La lista è lunga, dal Castello di Ama con le opere di Daniel Buren o Giulio Paolini, all'Antinori Art Projects che conta nomi come Giorgio Andreotta Calò o Tomás Saraceno, fino a Ca’ del Bosco e il suo museo a cielo aperto, senza contare le cantine d'arte: una su tutti, il Carapace Lunelli progettato da Arnaldo Pomodoro. E non è un caso se, solo negli ultimi mesi, tre grandi realtà vitivinicole abbiano presentato le loro ultime “committenze”: da una parte, la famiglia Frescobaldi che vanta un rapporto con il mondo dell’arte lungo 700 anni; dall’altra, l’esperienza dei Ceretto, che quasi per caso si sono riscoperti appassionati e promotori d'arte; infine, il caso dell'azienda agricola La Raia che ha visto il connubio artistico e matrimoniale tra un produttore di vino e una gallerista. Tutti e tre sono casi legati dal fil rouge dell’arte contemporanea.
E intanto, a Torino nell'ambito di Artissima e degli appuntamenti collaterali si sperimenta una proposta gastronomica dentro e fuori gli spazi della Fiera, tra stand e spazi espositivi diffusi in tutto il capoluogo piemontese.

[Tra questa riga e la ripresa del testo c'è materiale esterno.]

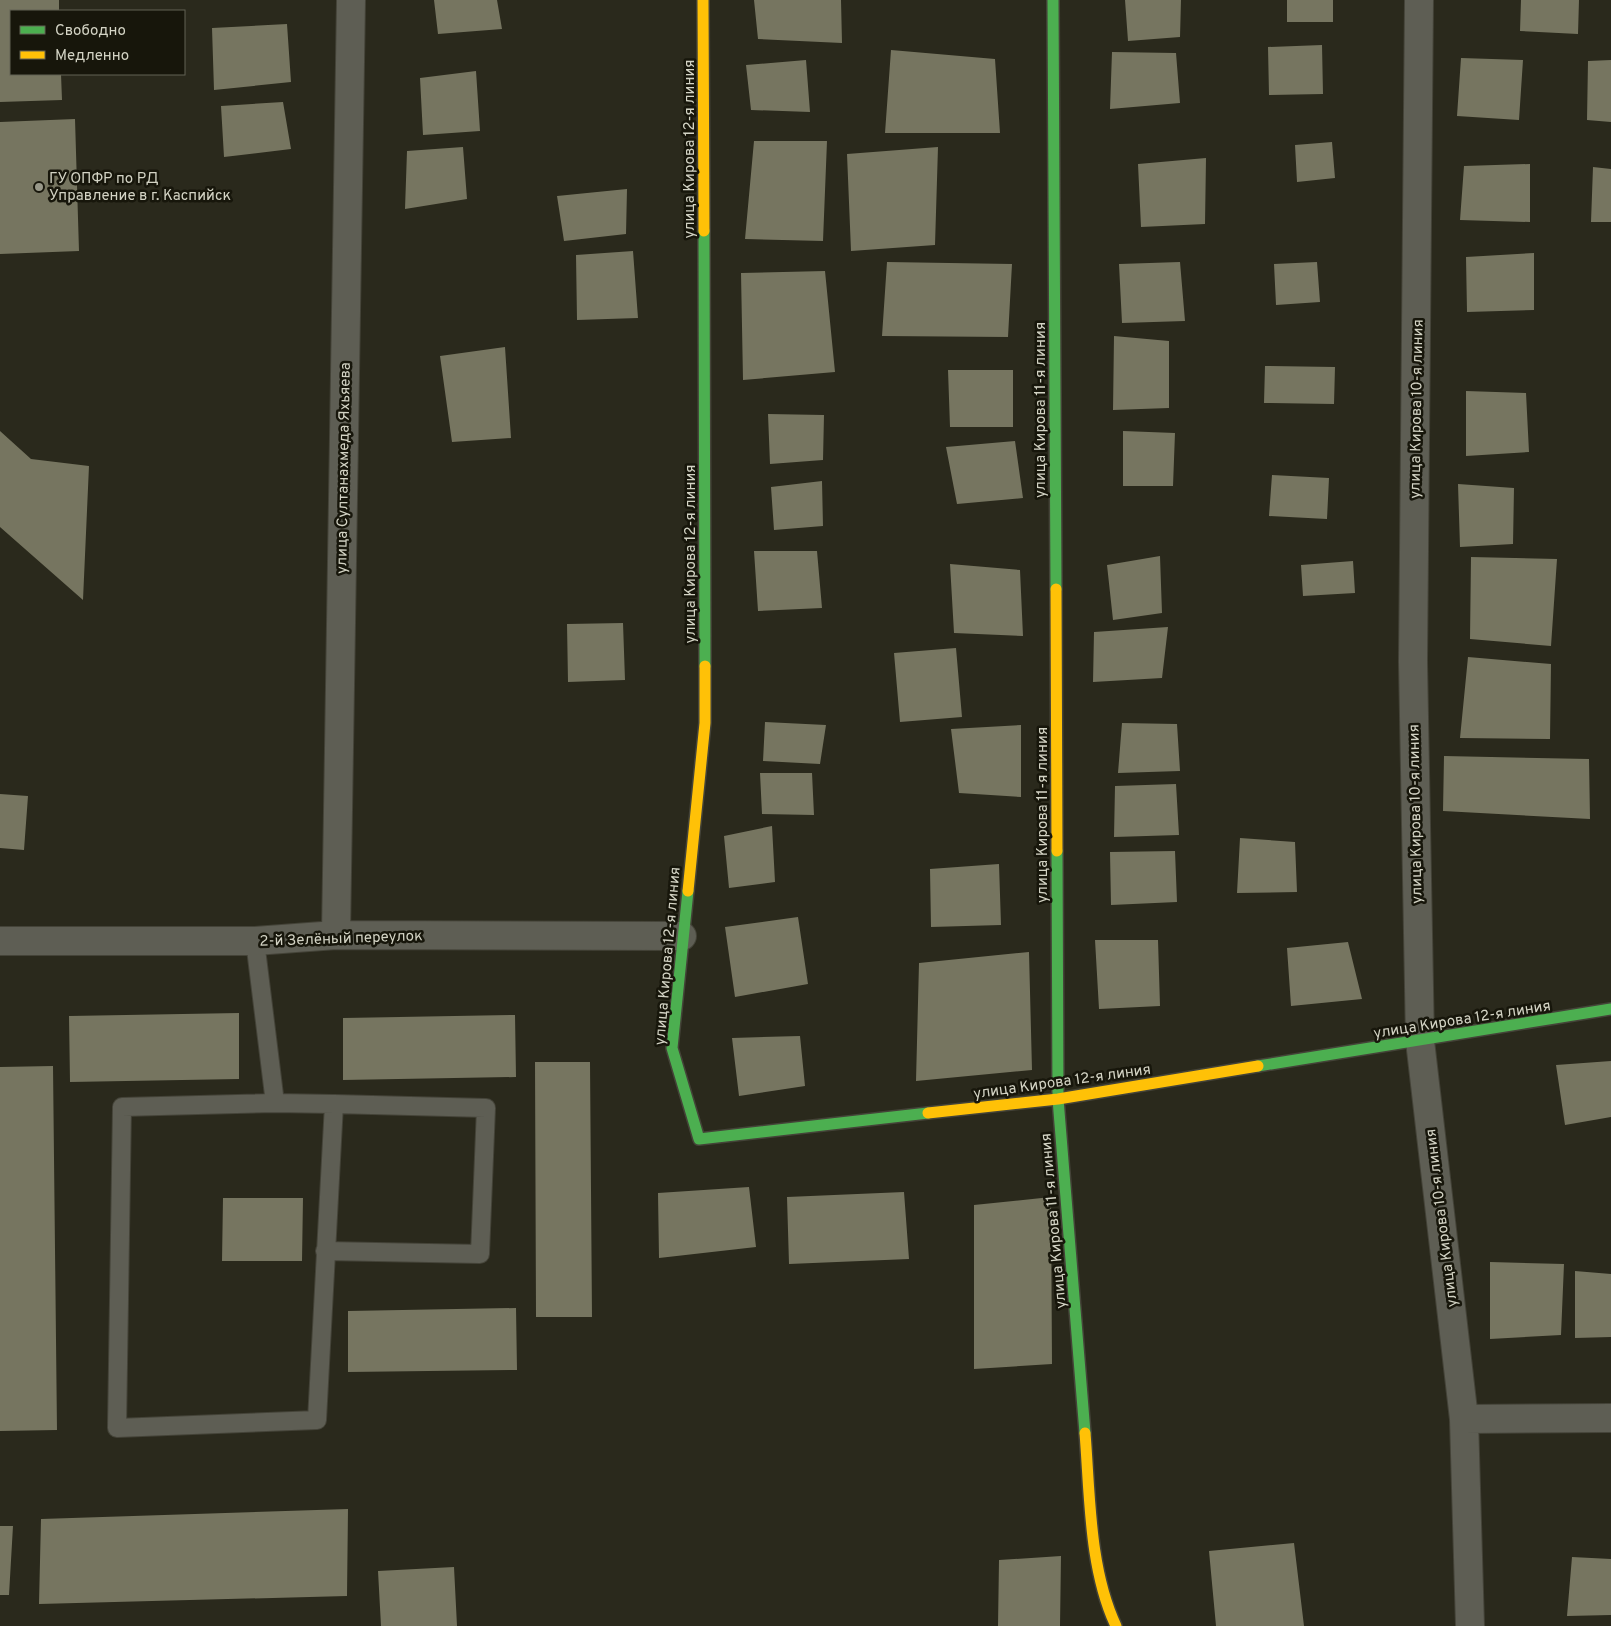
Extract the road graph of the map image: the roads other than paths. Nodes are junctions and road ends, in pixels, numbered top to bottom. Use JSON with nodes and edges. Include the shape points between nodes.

La nuova Galleria Frescobaldi di CastelGiocondo
Per la famiglia Frescobaldi, il mecenatismo è un questione di continuità storica. Nella sua biografia, infatti, può annoverare committenze e collaborazioni artistiche con maestri illustri quali Brunelleschi, Donatello o Artemisia Gentileschi. Oggi, è Tiziana Frescobaldi a continuare questa tradizione, con il Premio Artisti per Frescobaldi, il progetto a cadenza biennale che prevede il coinvolgimento di artisti di ultima generazione per la creazione di opere che raccontino a livello evocativo la Tenuta CastelGiocondo di Montalcino. E proprio a CastelGiocondo è appena stata inaugurata la Galleria d'Arte Frescobaldi, dove si trovano le nove opere delle edizioni precedenti del premio, e dove presto andranno a confluire anche le altre tre di questa edizione. “La scelta della tenuta di Montalcino” spiega Tiziana “è anche un modo per valorizzare tutto il territorio del Brunello, dove si producono vini eccellenti, ma dove la dimensione dell’arte contemporanea non era ancora stata esplorata. È un po’ il richiamo culturale che mancava”. Da dicembre, infatti, la Galleria sarà visitabile da tutti tramite prenotazione sul sito www.artistiperfrescobaldi.it
Il progetto Artisti per Frescobaldi
“L’idea alla base del nostro progetto” spiega Tiziana “è lavorare con artisti giovani – di solito dai 30 ai 45 anni – non con quelli già affermati, per dare loro la possibilità di accrescere la loro fama. È questo il senso del nostro neo-mecenatismo: un tempo gli artisti lavoravano soprattutto per committenza presso i grandi casati, oggi si passa di più attraverso musei e gallerie, ma si tratta di un meccanismo, a mio avviso, insufficiente. Per questo motivo, iniziative come le nostre servono un po’ a compensare queste carenze. In particolare, gli artisti italiani scontano un deficit generale di orientamento del nostro Paese che, di certo, non ha una grande attenzione nei confronti dell’arte contemporanea. Per questo, abbiamo deciso di rafforzare il nostro impegno in questa direzione”. Impegno che, a livello economico, si traduce in 20 mila euro destinati al vincitore del concorso, scelto da una giuria selezionata tra i direttori dei maggiori musei e gallerie italiane, e in 10 mila euro come base per i tre artisti coinvolti. Non solo: ai tre selezionati viene chiesto anche di disegnare le etichette di CastelGiocondo Brunello di Montalcino Riserva 2013 Vendemmia Dedicata – 999 in tutto – e il ricavato delle vendite viene destinato e reinvestito in altri progetti. “Abbiamo, ad esempio, sostenuto l’associazione fiorentina Base progetti per l’arte di Firenze, poi abbiamo dato la possibilità a un artista italiano di fare un anno di residenza a Berlino”.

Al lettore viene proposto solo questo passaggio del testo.